I aim to relocate words and copy&paste them in certain pattern.
a = 'blahblah (Peter|Sally|Tom)'
b = 'word (apple|grape|tomato) vocabulary (rice|mice|lice)'
c = 'people person (you|me|us) do not know how (it|them) works'
I can relocate a string placed before '(' by using gsub
gsub('\\s*(\\S+)\\s*\\(', '(\\1 ', a)
With the function, I can make string sets below.
a
[1]'(blahblah Peter|Sally|Tom)'
b
[1]'(word apple|grape|tomato) (vocabulary rice|mice|lice)'
c
[1]'people (person you|me|us) do not know (how it|them) works'
However, I have no idea how to copy '\\1' and paste it after '|' like this
a
[1]'(blahblah Peter|blahblah Sally|blahblah Tom)'
b
[1]'(word apple|word grape|word tomato) (vocabulary rice|vocabulary mice|vocabulary lice)'
c
[1]'people (person you|person me|person us) do not know (how it|how them) works'
Is there any way to make this possible?

We can use strsplit
sapply(strsplit(a, "[| ]|\\(|\\)"), function(x) {
x1 <- x[nzchar(x)]
paste0("(", paste(x1[1], x1[-1], collapse="|"), ")")})
#[1] "(blahblah Peter|blahblah Sally|blahblah Tom)"
For multiple cases
paste(sapply(strsplit(b, "(?<=\\))\\s+", perl = TRUE)[[1]],
function(x) sapply(strsplit(x, "[| ]|\\(|\\)"), function(y) {
x1 <- y[nzchar(y)]
paste0("(", paste(x1[1], x1[-1], collapse="|"), ")") })), collapse=' ')
#[1] "(word apple|word grape|word tomato) (vocabulary rice|vocabulary mice|vocabulary lice)"
Another option is str_extract
library(stringr)
m1 <- matrix(str_extract_all(b, "\\w+")[[1]], ncol=2)
do.call(sprintf, c(do.call(paste, c(as.data.frame(matrix(paste(m1[1,][col(m1[-1,])],
m1[-1,]), nrow=2, byrow=TRUE)), sep="|")), list(fmt = "(%s) (%s)")))

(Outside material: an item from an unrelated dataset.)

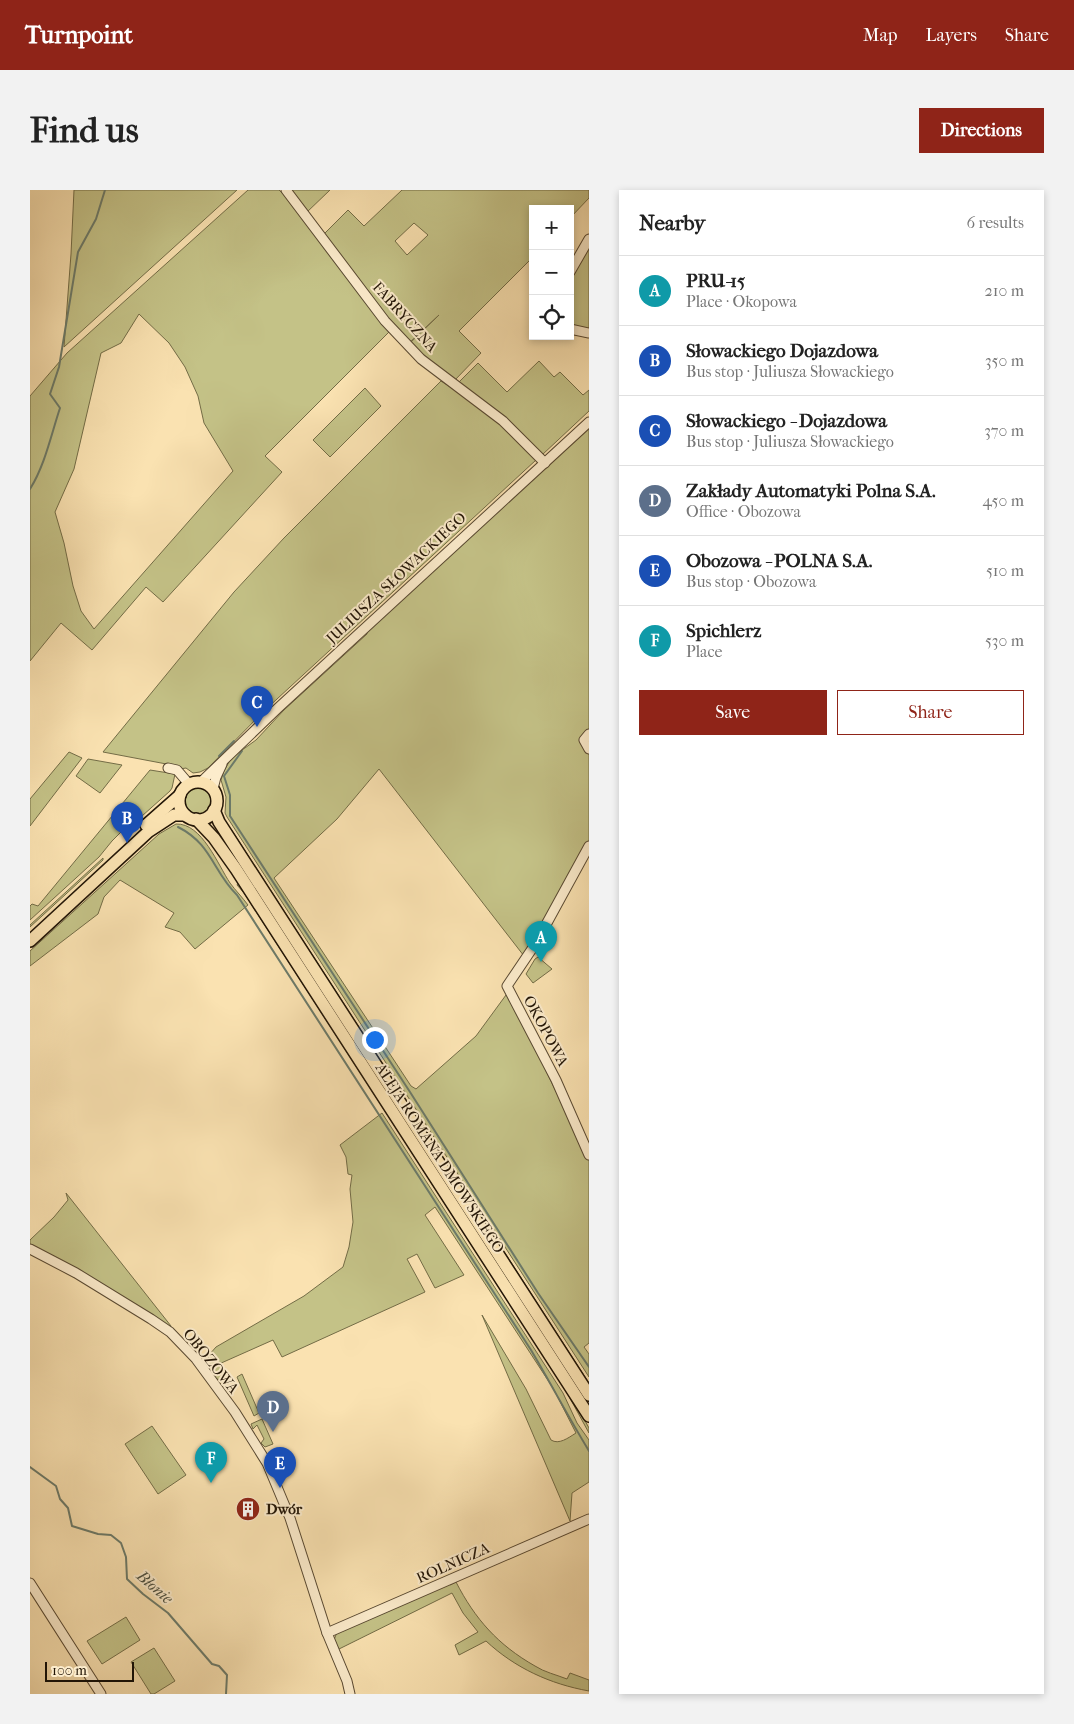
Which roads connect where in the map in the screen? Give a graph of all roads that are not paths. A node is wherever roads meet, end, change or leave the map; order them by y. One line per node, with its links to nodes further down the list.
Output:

#[1] "(word apple|word grape|word tomato) (vocabulary rice|vocabulary mice|vocabulary lice)"
Update
Based on the new pattern showed in the OP's post, we create a more general approach
funPaste <- function(str1){
v1 <- strsplit(str1, "\\s+")[[1]]
i1 <- grep("\\(", v1)
v1[i1] <- mapply(function(x,y) paste0("(", paste(x, y, collapse="|"), ")"),
v1[i1-1], str_extract_all(v1[i1], "\\w+"))
paste(v1[-(i1-1)], collapse=" ")
}
funPaste(a)
#[1] "(blahblah Peter|blahblah Sally|blahblah Tom)"
funPaste(b)
#[1] "(word apple|word grape|word tomato) (vocabulary rice|vocabulary mice|vocabulary lice)"
funPaste(c)
#[1] "people (person you|person me|person us) do not know (how it|how them) works"
Update2
We can also make use of gsubfn
library(gsubfn)
funPaste2 <- function(str1){
gsubfn("(\\w+)\\s+[(]([^)]+)[)]", function(x,y)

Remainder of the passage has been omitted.